As I understand it, all TLS accesses from shared objects will use a helper
function that is implemented in glibc.  So it is no problem for that code
in libc to do some kernel-specific magic to locate the TLS data structures.
However, when a program itself does TLS accesses (which will include all
uses of errno) it may generate optimized code sequences that expect to load
a pointer from %gs:0 and apply some offset to it to find the TLS data.

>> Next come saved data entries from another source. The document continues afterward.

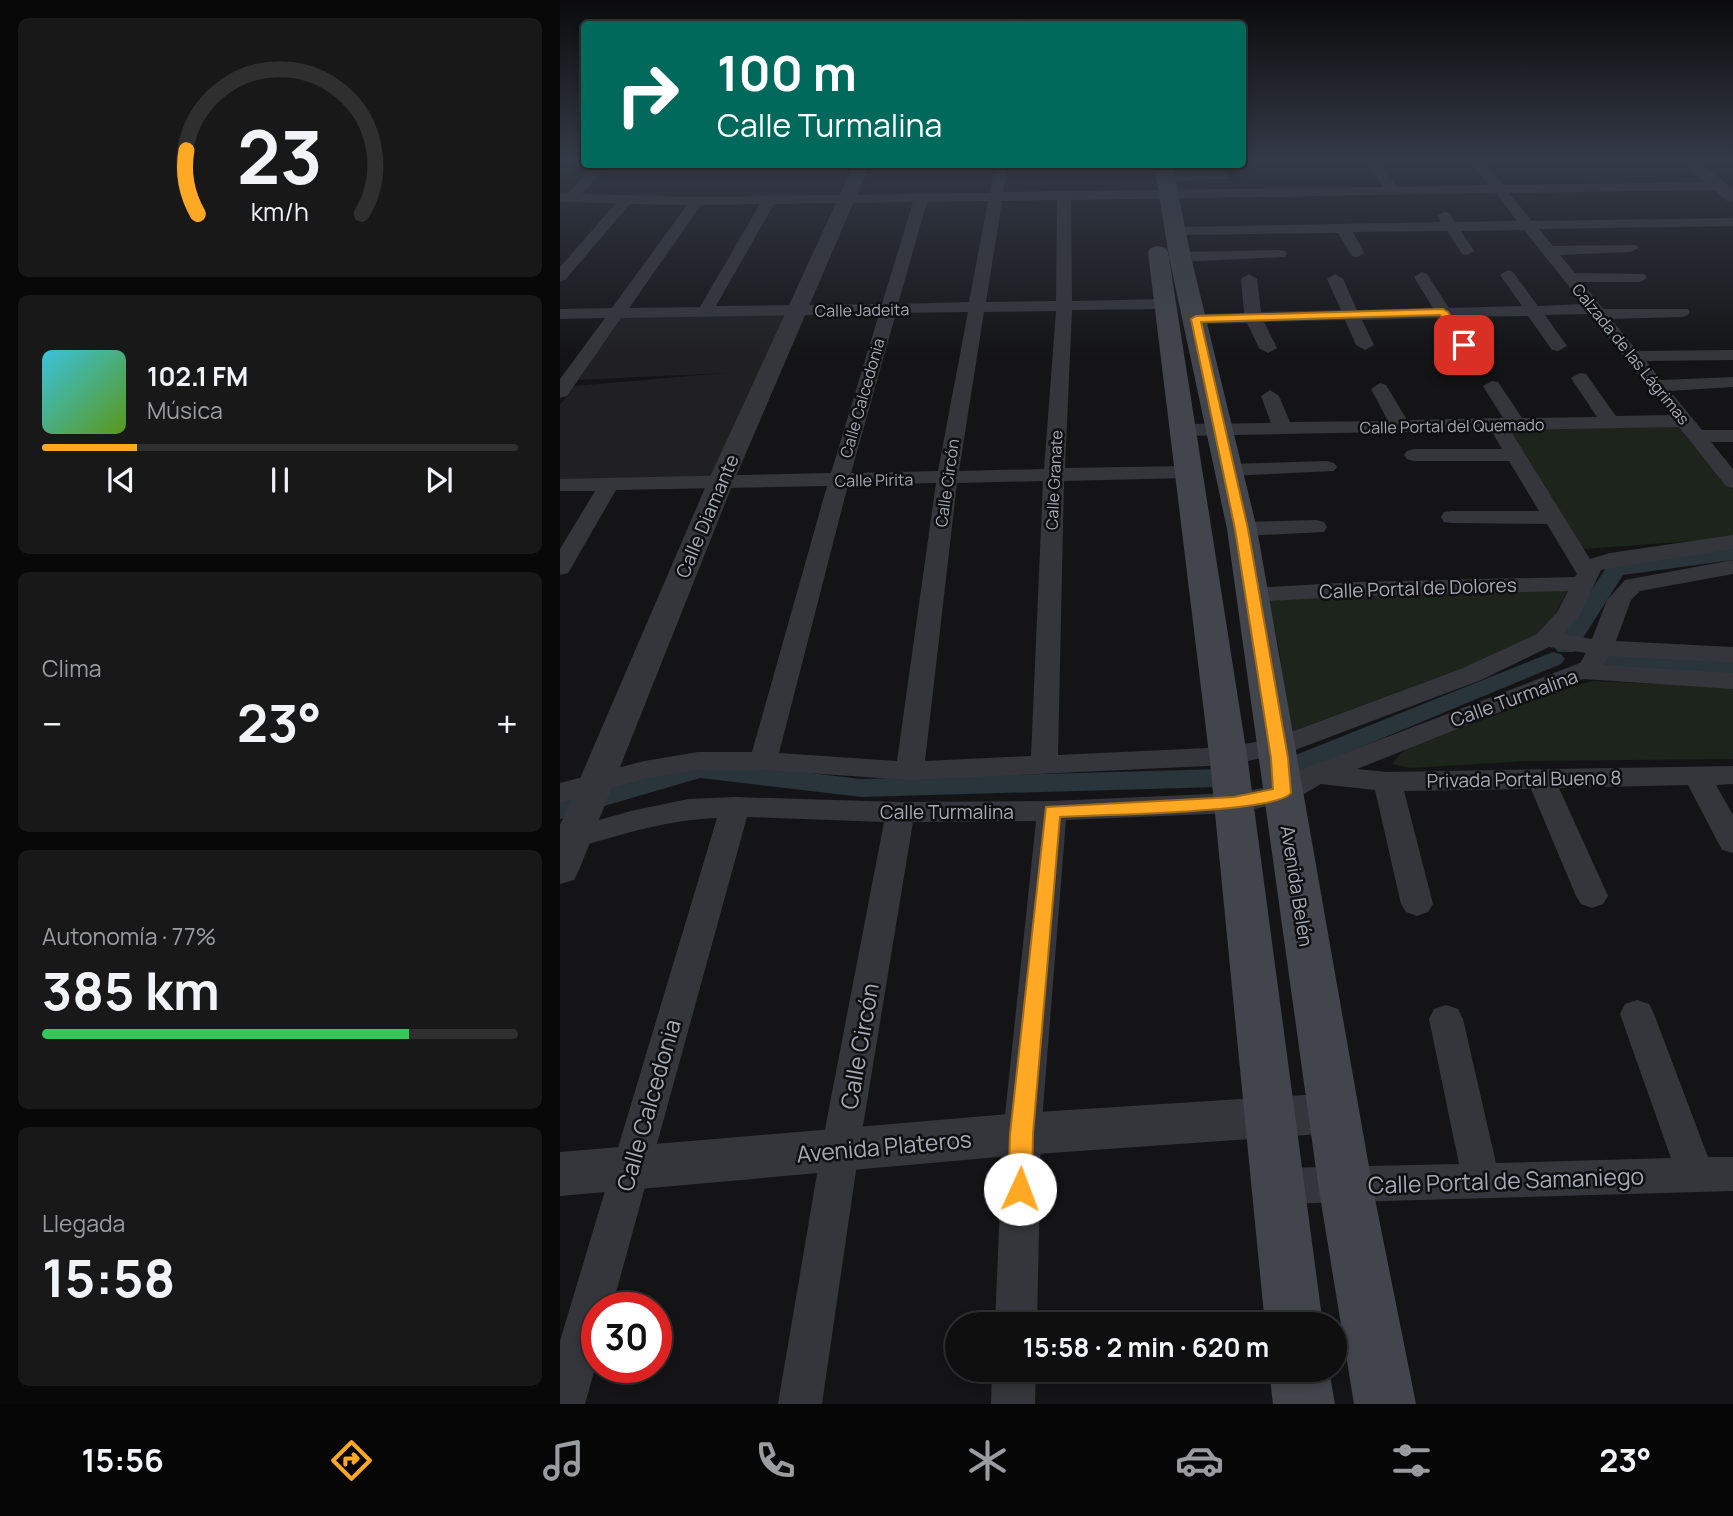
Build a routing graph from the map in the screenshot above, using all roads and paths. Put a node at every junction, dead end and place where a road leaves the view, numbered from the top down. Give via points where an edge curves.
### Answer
1 (1528, 225) edge
2 (599, 226) edge
3 (674, 226) edge
4 (757, 226) edge
5 (835, 226) edge
6 (904, 226) edge
7 (990, 226) edge
8 (1064, 226) edge
9 (1161, 226) edge
10 (1172, 226) edge
11 (1243, 226) edge
12 (1450, 226) junction
13 (1487, 226) edge
14 (1695, 226) edge
15 (1343, 228) junction
16 (1244, 230) junction
17 (1708, 236) dead end
18 (1177, 244) junction
19 (1631, 248) dead end
20 (1467, 251) dead end
21 (1549, 251) junction
22 (1357, 253) dead end
23 (1280, 254) dead end
24 (1508, 275) dead end
25 (560, 277) edge
26 (1422, 277) dead end
27 (1639, 277) dead end
28 (1570, 278) junction
29 (1249, 279) dead end
30 (1335, 279) dead end
31 (1165, 304) junction
32 (1064, 306) junction
33 (975, 307) junction
34 (799, 310) junction
35 (887, 310) junction
36 (1535, 310) junction
37 (1597, 311) junction
38 (705, 312) junction
39 (1443, 312) junction
40 (1682, 312) dead end
41 (618, 313) junction
42 (560, 314) edge
43 (1352, 315) junction
44 (1252, 317) junction
45 (1196, 319) junction
46 (1365, 345) dead end
47 (1464, 345) dead end
48 (1559, 346) dead end
49 (1268, 348) dead end
50 (1733, 355) edge
51 (1632, 356) junction
52 (1580, 378) dead end
53 (1733, 382) edge
54 (1492, 386) dead end
55 (1656, 386) junction
56 (1380, 389) dead end
57 (560, 392) edge
58 (1270, 396) dead end
59 (1611, 423) junction
60 (1508, 426) junction
61 (1401, 428) junction
62 (1283, 429) junction
63 (1690, 429) junction
64 (1182, 430) junction
65 (1220, 430) junction
66 (1733, 436) edge
67 (1414, 455) dead end
68 (1515, 455) junction
69 (1327, 467) dead end
70 (1229, 470) junction
71 (1188, 472) junction
72 (1054, 475) junction
73 (947, 479) junction
74 (839, 480) junction
75 (721, 481) junction
76 (1733, 482) edge
77 (609, 484) junction
78 (560, 485) edge
79 (1452, 517) dead end
80 (1554, 519) junction
81 (1317, 527) dead end
82 (1242, 529) junction
83 (1733, 542) edge
84 (1733, 567) edge
85 (560, 568) edge
86 (1586, 579) junction
87 (1252, 595) junction
88 (1546, 639) junction
89 (1601, 648) junction
90 (1733, 654) edge
91 (1580, 671) junction
92 (1733, 681) edge
93 (1277, 747) junction
94 (1228, 756) junction
95 (763, 761) junction
96 (1044, 765) junction
97 (910, 771) junction
98 (1733, 775) edge
99 (1697, 776) junction
100 (1541, 779) junction
101 (1387, 782) junction
102 (1299, 784) junction
103 (1234, 803) junction
104 (735, 807) junction
105 (1052, 811) junction
106 (900, 812) junction
107 (574, 822) edge
108 (1733, 842) edge
109 (1591, 896) dead end
110 (1417, 905) dead end
111 (1637, 1014) dead end
112 (1446, 1019) dead end
113 (1335, 1113) junction
114 (1268, 1117) junction
115 (1022, 1134) junction
116 (841, 1150) junction
117 (629, 1169) junction
118 (560, 1174) edge
119 (1733, 1174) edge
120 (1696, 1175) junction
121 (1481, 1180) junction
122 (1345, 1184) junction
123 (1279, 1186) junction
124 (1016, 1312) edge
125 (1293, 1312) edge
126 (1014, 1382) edge
127 (1301, 1382) edge
128 (563, 1404) edge
129 (800, 1404) edge
130 (1013, 1404) edge
131 (1304, 1404) edge
132 (1385, 1404) edge

1 - 21 street, Calzada de las Lágrimas
2 - 25 street
3 - 41 street
4 - 38 street
5 - 34 street, Calle Diamante
6 - 35 street, Calle Calcedonia
7 - 33 street, Calle Circón
8 - 32 street, Calle Granate
9 - 31 main road
10 - 18 main road, Avenida Belén
11 - 16 street
12 - 13 street
12 - 15 street
12 - 20 street
14 - 17 street
15 - 16 street
15 - 22 street
16 - 18 street
18 - 23 street
18 - 45 main road, Avenida Belén
19 - 21 street
21 - 28 street, Calzada de las Lágrimas
24 - 36 street
26 - 39 street
27 - 28 street
28 - 37 street, Calzada de las Lágrimas
29 - 44 street
30 - 43 street
31 - 32 street, Calle Jadeita
31 - 64 main road
32 - 33 street, Calle Jadeita
32 - 72 street, Calle Granate
33 - 35 street, Calle Jadeita
33 - 73 street, Calle Circón
34 - 35 street, Calle Jadeita
34 - 38 street, Calle Jadeita
34 - 75 street, Calle Diamante
35 - 74 street, Calle Calcedonia
36 - 37 street
36 - 39 street
36 - 48 street
37 - 40 street
37 - 51 street, Calzada de las Lágrimas
38 - 41 street, Calle Jadeita
39 - 43 street
39 - 47 street
41 - 42 street, Calle Jadeita
41 - 57 street
43 - 44 street
43 - 46 street
44 - 45 street
44 - 49 street
45 - 65 main road, Avenida Belén
50 - 51 street
51 - 55 street, Calzada de las Lágrimas
52 - 59 street
53 - 55 street
54 - 60 street
55 - 63 street, Calzada de las Lágrimas
56 - 61 street
58 - 62 street
59 - 60 street, Calle Portal del Quemado
59 - 63 street, Calle Portal del Quemado
60 - 61 street, Calle Portal del Quemado
60 - 68 street
61 - 62 street, Calle Portal del Quemado
62 - 65 street, Calle Portal del Quemado
63 - 66 street, Calle Portal del Quemado
63 - 76 street, Calzada de las Lágrimas
64 - 65 street, Calle Portal del Quemado
64 - 71 main road
65 - 70 main road, Avenida Belén
67 - 68 street
68 - 80 street
69 - 70 street
70 - 82 main road, Avenida Belén
71 - 72 street, Calle Pirita
71 - 94 main road
72 - 73 street, Calle Pirita
72 - 96 street, Calle Granate
73 - 74 street, Calle Pirita
73 - 97 street, Calle Circón
74 - 75 street, Calle Pirita
74 - 95 street, Calle Calcedonia
75 - 77 street, Calle Pirita
75 - 107 street, Calle Diamante
77 - 78 street, Calle Pirita
77 - 85 street
79 - 80 street
80 - 86 street
81 - 82 street
82 - 87 main road, Avenida Belén
83 - 86 street via 1610,560 1592,566
84 - 89 street via 1633,585 1623,591
86 - 87 street, Calle Portal de Dolores
86 - 88 street via 1568,615
87 - 93 main road, Avenida Belén
88 - 89 street, Calle Turmalina
88 - 93 street, Calle Turmalina via 1472,674
89 - 90 street, Calle Turmalina
89 - 91 street
91 - 92 street, Calle Turmalina
91 - 102 street, Calle Turmalina
93 - 94 street, Calle Turmalina
93 - 102 main road, Avenida Belén
94 - 96 street, Calle Turmalina
94 - 103 main road
95 - 97 street, Calle Turmalina
95 - 107 street, Calle Turmalina via 698,761 644,770
96 - 97 street, Calle Turmalina
98 - 99 street, Privada Portal Bueno 8
99 - 100 street, Privada Portal Bueno 8
99 - 108 street
100 - 101 street, Privada Portal Bueno 8
100 - 109 street
101 - 102 street, Privada Portal Bueno 8
101 - 110 street
102 - 103 street, Calle Turmalina
102 - 113 main road, Avenida Belén
103 - 105 street, Calle Turmalina
103 - 114 main road
104 - 106 street, Calle Turmalina
104 - 107 street, Calle Turmalina via 688,809 631,821
104 - 117 street, Calle Calcedonia
105 - 106 street, Calle Turmalina
105 - 115 street
106 - 116 street, Calle Circón
111 - 120 street
112 - 121 street
113 - 114 street, Avenida Plateros
113 - 122 main road, Avenida Belén
114 - 115 street, Avenida Plateros
114 - 123 main road
115 - 116 street, Avenida Plateros
115 - 124 street
116 - 117 street, Avenida Plateros
116 - 129 street, Calle Circón
117 - 118 street, Avenida Plateros
117 - 128 street, Calle Calcedonia
119 - 120 street, Calle Portal de Samaniego
120 - 121 street, Calle Portal de Samaniego
121 - 122 street, Calle Portal de Samaniego
122 - 123 street, Calle Portal de Samaniego
122 - 132 main road, Avenida Belén
123 - 125 main road
126 - 130 street
127 - 131 main road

The parts in the TLS draft about "changed for what the ABI does" mean that
that ELF spec is about just what all the relocs mean and what the linker
and dynamic linker need to do with them.  The further details of how the
thread register works are part of the OS ABI and not specified as part of
ELF per se.

But for GNU/Hurd we want to have new ABI details be compatible with what's
used on GNU/Linux, so that the compilers, binutils, and dynamic linker
behavior for the two platforms remains the same.  The %gs:0 model is what
GNU/Linux is using now.  It allows for a TCB of arbitrary size and content,
but only if it can be interspersed in memory with the user-mode TLS data
whose size is known only at dynamic linker startup time.  This would fit
fine e.g. with Fluke threads, where the user provides some user memory for
the kernel's use (whose address constitutes the local thread ID similarly
to L4).  But I gather from the X.2 spec that the UTCBs are tightly-packed
in an area preallocated by the system at task startup, so this would be a
problem.  Perhaps it would be possible to preallocate a big TLS data region
immediately below the UTCB area, sized to hold as many appropriately sized
TLS data blocks as the UTCB area can hold threads, and have the TLS support
code return offsets from %gs:0 that get biased by the size of the TLS area.
But I think it may be the case that the "optimized local exec model" for
TLS data used by a program's own code will reduce at link time to constant
negative offsets from the %gs:0 pointer value, and there won't be any
run-time way to apply a bias to those.

This would be a problem for any new L4Linux that wants to support binaries
built with new TLS support and a new glibc/linuxthreads for Linux/x86 too.